In uniform the group of about 10 men started the march from Toccoa early on a Wednesday morning and stopped in Lula to sleep for the night. By about 10:30 a.m. Thursday, the group’s healthy pace had them at the Northeast Georgia Medical Center in Gainesville. They covered an average of 35 miles each day.

Russell was honest and realistic enough to admit, “We’re hurting pretty good right now”.
Sandwiched between a Humvee, police cars and a fire truck, the procession marched down Martin Luther King Jr. Boulevard toward Atlanta Highway.
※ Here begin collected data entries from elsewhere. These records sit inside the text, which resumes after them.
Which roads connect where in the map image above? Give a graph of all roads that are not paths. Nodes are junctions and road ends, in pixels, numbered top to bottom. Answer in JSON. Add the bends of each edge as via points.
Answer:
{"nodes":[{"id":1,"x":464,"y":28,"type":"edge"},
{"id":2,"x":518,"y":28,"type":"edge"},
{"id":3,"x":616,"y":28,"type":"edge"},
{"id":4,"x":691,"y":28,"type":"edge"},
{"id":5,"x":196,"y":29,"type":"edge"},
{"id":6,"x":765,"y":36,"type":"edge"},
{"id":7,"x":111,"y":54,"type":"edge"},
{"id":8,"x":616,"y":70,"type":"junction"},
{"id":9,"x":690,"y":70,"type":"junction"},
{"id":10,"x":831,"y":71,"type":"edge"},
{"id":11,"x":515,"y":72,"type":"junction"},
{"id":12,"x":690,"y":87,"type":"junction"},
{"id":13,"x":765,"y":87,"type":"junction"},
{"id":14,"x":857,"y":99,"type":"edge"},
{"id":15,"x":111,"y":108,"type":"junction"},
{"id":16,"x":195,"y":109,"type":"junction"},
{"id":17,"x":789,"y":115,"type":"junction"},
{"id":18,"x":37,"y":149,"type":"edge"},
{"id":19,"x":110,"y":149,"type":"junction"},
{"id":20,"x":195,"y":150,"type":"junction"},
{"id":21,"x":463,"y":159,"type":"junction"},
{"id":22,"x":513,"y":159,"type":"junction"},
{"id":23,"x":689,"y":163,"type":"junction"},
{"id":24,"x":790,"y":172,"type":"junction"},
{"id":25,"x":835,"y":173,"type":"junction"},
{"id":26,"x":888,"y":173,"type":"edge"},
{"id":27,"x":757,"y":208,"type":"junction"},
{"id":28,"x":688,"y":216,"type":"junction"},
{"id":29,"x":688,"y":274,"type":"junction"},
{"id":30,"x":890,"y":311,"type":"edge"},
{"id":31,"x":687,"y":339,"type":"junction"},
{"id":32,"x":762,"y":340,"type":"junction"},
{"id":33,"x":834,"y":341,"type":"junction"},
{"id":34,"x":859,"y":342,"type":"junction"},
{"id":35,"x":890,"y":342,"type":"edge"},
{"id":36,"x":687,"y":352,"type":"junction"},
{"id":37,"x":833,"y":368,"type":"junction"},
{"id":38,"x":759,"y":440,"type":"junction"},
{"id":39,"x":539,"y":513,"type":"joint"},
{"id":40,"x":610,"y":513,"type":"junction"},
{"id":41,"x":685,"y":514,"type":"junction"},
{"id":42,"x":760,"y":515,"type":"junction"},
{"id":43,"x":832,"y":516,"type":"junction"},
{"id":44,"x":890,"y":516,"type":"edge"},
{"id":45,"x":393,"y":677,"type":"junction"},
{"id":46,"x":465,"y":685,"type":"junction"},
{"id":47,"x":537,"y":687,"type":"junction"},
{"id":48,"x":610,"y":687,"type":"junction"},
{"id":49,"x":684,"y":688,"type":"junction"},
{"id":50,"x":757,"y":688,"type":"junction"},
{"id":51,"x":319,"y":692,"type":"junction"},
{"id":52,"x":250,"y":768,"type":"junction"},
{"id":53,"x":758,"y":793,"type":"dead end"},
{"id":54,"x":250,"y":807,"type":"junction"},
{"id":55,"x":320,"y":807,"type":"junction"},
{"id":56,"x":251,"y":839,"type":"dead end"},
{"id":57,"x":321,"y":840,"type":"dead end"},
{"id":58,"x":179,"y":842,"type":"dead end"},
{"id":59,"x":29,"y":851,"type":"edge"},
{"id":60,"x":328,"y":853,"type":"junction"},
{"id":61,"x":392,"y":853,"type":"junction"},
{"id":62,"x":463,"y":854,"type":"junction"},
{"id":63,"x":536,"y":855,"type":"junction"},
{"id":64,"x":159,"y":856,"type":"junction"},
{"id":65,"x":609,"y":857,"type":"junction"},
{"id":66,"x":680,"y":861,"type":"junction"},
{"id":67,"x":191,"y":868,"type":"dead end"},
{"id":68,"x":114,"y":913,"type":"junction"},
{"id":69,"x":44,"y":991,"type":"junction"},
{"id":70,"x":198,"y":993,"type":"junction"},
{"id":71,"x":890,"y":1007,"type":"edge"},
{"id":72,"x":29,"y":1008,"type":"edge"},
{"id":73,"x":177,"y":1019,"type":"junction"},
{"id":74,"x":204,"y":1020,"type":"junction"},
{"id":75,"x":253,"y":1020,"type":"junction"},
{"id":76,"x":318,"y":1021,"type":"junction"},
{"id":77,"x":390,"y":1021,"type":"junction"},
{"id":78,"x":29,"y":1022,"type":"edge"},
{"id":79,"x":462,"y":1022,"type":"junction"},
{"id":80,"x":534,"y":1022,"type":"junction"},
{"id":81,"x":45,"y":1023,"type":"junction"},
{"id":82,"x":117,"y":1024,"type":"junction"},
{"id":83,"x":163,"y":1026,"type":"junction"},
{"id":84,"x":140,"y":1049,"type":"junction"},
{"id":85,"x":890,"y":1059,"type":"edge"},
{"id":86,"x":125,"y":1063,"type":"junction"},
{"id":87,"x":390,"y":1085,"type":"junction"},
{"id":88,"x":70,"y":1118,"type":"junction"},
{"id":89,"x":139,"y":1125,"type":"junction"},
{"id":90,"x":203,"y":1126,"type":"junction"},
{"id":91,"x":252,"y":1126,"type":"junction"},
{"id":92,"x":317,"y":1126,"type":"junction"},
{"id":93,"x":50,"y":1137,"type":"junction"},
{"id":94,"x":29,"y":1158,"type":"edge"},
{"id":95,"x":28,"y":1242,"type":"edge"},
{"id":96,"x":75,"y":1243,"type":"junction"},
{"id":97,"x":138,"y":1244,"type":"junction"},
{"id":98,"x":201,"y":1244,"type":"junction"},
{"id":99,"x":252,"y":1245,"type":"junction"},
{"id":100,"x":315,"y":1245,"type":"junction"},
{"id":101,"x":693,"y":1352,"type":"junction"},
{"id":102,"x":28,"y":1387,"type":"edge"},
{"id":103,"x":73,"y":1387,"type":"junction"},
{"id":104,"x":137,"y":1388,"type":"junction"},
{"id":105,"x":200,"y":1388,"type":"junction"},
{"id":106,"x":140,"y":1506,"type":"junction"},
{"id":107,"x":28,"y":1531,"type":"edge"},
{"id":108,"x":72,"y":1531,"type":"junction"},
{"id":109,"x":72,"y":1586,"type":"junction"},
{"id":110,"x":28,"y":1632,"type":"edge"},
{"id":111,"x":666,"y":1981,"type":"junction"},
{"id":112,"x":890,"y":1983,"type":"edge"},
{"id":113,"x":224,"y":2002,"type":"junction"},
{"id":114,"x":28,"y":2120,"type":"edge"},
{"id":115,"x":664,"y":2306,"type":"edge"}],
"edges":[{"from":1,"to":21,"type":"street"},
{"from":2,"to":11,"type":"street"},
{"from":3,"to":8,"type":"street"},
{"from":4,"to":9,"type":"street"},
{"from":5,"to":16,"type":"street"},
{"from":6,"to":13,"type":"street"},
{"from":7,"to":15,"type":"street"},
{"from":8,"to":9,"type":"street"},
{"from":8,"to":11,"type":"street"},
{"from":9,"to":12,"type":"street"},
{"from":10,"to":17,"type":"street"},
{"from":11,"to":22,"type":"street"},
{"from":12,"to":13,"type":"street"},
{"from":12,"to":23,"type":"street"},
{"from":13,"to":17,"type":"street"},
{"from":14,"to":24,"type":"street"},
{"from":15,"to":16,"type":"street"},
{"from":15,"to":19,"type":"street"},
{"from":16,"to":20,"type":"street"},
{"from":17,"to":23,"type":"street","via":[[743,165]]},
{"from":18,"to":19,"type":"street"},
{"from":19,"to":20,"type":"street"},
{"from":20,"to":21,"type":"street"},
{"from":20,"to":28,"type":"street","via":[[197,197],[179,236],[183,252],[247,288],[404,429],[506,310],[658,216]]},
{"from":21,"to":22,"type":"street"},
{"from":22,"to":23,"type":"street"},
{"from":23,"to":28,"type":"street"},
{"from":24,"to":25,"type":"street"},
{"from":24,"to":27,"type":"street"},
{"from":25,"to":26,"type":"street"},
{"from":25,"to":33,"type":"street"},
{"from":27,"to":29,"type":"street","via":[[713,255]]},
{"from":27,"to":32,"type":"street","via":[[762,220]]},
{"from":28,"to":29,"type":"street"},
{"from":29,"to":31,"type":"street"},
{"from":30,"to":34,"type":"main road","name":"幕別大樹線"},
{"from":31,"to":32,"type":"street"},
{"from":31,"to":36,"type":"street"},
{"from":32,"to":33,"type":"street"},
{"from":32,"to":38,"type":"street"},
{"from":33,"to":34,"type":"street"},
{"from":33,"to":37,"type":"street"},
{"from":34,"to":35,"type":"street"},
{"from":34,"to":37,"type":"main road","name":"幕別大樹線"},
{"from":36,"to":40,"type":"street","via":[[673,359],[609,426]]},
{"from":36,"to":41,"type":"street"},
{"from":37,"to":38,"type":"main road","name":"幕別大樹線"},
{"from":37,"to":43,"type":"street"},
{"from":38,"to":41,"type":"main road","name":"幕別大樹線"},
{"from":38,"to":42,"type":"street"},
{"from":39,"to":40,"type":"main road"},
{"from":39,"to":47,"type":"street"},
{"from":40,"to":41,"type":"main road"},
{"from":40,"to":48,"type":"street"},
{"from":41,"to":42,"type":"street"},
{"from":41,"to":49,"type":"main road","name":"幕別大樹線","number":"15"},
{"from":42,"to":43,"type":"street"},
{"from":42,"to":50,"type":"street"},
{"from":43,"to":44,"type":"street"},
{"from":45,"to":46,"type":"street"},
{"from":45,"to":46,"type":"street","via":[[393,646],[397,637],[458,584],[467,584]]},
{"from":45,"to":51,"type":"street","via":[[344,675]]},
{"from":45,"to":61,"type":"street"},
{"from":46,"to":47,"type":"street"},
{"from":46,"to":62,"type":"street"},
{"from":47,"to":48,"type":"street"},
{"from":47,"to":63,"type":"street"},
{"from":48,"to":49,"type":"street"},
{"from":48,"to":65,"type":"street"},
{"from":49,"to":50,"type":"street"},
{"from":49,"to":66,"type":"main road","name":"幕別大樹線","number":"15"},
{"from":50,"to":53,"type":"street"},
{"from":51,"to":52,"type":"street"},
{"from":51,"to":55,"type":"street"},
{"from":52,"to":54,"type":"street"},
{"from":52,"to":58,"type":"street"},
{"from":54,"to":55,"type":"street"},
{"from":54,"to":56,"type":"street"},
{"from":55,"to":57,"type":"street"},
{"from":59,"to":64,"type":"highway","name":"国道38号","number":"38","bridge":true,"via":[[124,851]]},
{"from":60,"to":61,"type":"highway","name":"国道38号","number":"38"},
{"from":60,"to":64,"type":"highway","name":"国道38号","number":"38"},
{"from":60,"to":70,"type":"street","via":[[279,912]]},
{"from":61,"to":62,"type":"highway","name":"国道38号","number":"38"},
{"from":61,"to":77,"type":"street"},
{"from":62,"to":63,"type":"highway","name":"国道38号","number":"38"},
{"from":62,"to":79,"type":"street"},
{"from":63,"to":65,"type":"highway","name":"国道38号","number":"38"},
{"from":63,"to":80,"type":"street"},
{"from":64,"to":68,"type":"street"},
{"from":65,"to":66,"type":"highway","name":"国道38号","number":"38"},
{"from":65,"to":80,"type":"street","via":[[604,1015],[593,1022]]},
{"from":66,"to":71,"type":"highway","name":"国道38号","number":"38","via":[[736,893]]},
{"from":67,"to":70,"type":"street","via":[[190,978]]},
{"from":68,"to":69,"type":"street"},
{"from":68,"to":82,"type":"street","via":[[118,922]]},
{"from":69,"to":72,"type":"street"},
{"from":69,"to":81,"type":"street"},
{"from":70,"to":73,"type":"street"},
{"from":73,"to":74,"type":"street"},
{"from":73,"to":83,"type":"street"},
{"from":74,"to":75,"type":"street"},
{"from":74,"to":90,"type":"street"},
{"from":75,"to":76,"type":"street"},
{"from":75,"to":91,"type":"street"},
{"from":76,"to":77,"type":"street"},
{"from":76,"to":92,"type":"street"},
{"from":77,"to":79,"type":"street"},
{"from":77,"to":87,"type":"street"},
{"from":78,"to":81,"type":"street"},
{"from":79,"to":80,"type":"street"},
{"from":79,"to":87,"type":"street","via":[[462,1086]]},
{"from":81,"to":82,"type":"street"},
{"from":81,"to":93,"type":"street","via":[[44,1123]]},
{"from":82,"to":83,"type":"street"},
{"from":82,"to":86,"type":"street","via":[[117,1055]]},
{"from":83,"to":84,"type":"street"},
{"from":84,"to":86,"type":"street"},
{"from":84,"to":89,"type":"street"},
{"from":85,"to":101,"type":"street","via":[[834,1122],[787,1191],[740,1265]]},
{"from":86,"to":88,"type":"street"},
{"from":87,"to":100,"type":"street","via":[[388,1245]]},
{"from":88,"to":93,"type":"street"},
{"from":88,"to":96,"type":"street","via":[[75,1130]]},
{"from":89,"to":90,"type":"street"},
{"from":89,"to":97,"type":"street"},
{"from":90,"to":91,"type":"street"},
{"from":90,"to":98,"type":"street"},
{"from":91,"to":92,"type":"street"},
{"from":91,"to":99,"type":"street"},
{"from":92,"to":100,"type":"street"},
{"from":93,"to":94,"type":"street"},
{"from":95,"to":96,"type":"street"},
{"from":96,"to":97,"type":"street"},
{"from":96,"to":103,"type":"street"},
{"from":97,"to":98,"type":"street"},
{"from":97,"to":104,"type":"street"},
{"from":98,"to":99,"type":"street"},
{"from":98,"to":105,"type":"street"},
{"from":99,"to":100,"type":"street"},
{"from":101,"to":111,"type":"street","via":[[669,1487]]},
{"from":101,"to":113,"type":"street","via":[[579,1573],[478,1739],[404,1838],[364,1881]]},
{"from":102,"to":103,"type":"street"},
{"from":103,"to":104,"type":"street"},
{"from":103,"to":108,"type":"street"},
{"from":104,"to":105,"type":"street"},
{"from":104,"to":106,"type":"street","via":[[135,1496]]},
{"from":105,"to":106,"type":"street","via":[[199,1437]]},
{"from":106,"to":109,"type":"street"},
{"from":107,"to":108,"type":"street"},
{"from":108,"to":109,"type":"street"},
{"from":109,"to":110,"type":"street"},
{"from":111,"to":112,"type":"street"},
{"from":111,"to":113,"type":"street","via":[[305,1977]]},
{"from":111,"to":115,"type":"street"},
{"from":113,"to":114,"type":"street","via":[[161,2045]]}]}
Onlookers peered out of doors and windows and some offered up words of support, something the soldiers said was motivation to keep going.

“It helps keep your endurance up when you’re tired,” said Spc. Jason Cormier.

Cormier said one special supporter of the march is a man who watched the original group of paratroopers march in Atlanta in the ’40s and has come out for the past two years to see the re-enactment.

“He is a big motivation,” Cormier said. “He makes it all worth it.”

In 1942, members of the Army’s 101st Airborne Division marched 118 miles from Toccoa to Atlanta before heading to Columbus to begin parachute training.

A year after Pearl Harbor was bombed, they broke the record for an endurance march, which at the time was held by the Japanese.

The group’s service in World War II was immortalized in Stephen Ambrose’s book “Band of Brothers,” which was made into a mini series of the same name in 2001.

Russell’s squad marched to the finish at Oglethorpe University in Atlanta. They then marched in the Atlanta Veterans Day parade Saturday.